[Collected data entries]
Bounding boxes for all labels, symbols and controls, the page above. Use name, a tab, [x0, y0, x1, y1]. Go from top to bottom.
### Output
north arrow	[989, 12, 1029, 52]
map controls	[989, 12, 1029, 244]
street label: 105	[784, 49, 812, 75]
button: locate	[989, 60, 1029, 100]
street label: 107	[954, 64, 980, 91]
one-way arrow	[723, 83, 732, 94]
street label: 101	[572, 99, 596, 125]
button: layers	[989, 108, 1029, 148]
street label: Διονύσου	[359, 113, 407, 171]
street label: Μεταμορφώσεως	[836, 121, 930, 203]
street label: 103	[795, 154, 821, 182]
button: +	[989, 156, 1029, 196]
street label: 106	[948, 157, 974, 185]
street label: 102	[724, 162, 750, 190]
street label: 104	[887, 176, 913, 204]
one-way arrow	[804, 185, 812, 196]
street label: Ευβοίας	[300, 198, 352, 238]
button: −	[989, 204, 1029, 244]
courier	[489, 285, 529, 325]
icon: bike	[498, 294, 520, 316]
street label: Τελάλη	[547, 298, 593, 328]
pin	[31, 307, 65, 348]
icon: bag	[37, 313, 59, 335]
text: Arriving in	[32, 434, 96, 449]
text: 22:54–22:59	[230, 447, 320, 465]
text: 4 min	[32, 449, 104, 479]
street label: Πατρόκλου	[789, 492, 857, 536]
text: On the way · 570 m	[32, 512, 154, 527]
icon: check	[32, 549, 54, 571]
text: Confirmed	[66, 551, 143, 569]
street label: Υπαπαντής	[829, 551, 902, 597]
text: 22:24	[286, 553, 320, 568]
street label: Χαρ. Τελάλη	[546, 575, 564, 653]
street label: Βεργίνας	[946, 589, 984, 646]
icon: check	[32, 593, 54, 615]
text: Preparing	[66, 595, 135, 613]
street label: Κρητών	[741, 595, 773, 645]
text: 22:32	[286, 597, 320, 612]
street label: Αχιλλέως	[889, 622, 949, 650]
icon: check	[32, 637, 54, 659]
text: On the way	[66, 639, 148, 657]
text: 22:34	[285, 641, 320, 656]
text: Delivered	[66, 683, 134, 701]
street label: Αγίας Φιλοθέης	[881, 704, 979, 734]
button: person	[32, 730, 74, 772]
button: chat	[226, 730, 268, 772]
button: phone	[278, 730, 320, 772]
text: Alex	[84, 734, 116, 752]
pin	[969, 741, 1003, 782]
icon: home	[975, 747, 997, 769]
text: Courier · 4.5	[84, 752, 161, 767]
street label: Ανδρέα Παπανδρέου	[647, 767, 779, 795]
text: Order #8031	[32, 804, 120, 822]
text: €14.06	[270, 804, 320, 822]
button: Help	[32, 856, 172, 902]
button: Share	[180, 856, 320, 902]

- _Exercise objective_:
Line by line, retype the data exactly as written.

- _Solution_:
Bounding boxes for all labels, symbols and controls, the page above. Use name, a tab, [x0, y0, x1, y1]. Go from top to bottom.
### Output
north arrow	[989, 12, 1029, 52]
map controls	[989, 12, 1029, 244]
street label: 105	[784, 49, 812, 75]
button: locate	[989, 60, 1029, 100]
street label: 107	[954, 64, 980, 91]
one-way arrow	[723, 83, 732, 94]
street label: 101	[572, 99, 596, 125]
button: layers	[989, 108, 1029, 148]
street label: Διονύσου	[359, 113, 407, 171]
street label: Μεταμορφώσεως	[836, 121, 930, 203]
street label: 103	[795, 154, 821, 182]
button: +	[989, 156, 1029, 196]
street label: 106	[948, 157, 974, 185]
street label: 102	[724, 162, 750, 190]
street label: 104	[887, 176, 913, 204]
one-way arrow	[804, 185, 812, 196]
street label: Ευβοίας	[300, 198, 352, 238]
button: −	[989, 204, 1029, 244]
courier	[489, 285, 529, 325]
icon: bike	[498, 294, 520, 316]
street label: Τελάλη	[547, 298, 593, 328]
pin	[31, 307, 65, 348]
icon: bag	[37, 313, 59, 335]
text: Arriving in	[32, 434, 96, 449]
text: 22:54–22:59	[230, 447, 320, 465]
text: 4 min	[32, 449, 104, 479]
street label: Πατρόκλου	[789, 492, 857, 536]
text: On the way · 570 m	[32, 512, 154, 527]
icon: check	[32, 549, 54, 571]
text: Confirmed	[66, 551, 143, 569]
street label: Υπαπαντής	[829, 551, 902, 597]
text: 22:24	[286, 553, 320, 568]
street label: Χαρ. Τελάλη	[546, 575, 564, 653]
street label: Βεργίνας	[946, 589, 984, 646]
icon: check	[32, 593, 54, 615]
text: Preparing	[66, 595, 135, 613]
street label: Κρητών	[741, 595, 773, 645]
text: 22:32	[286, 597, 320, 612]
street label: Αχιλλέως	[889, 622, 949, 650]
icon: check	[32, 637, 54, 659]
text: On the way	[66, 639, 148, 657]
text: 22:34	[285, 641, 320, 656]
text: Delivered	[66, 683, 134, 701]
street label: Αγίας Φιλοθέης	[881, 704, 979, 734]
button: person	[32, 730, 74, 772]
button: chat	[226, 730, 268, 772]
button: phone	[278, 730, 320, 772]
text: Alex	[84, 734, 116, 752]
pin	[969, 741, 1003, 782]
icon: home	[975, 747, 997, 769]
text: Courier · 4.5	[84, 752, 161, 767]
street label: Ανδρέα Παπανδρέου	[647, 767, 779, 795]
text: Order #8031	[32, 804, 120, 822]
text: €14.06	[270, 804, 320, 822]
button: Help	[32, 856, 172, 902]
button: Share	[180, 856, 320, 902]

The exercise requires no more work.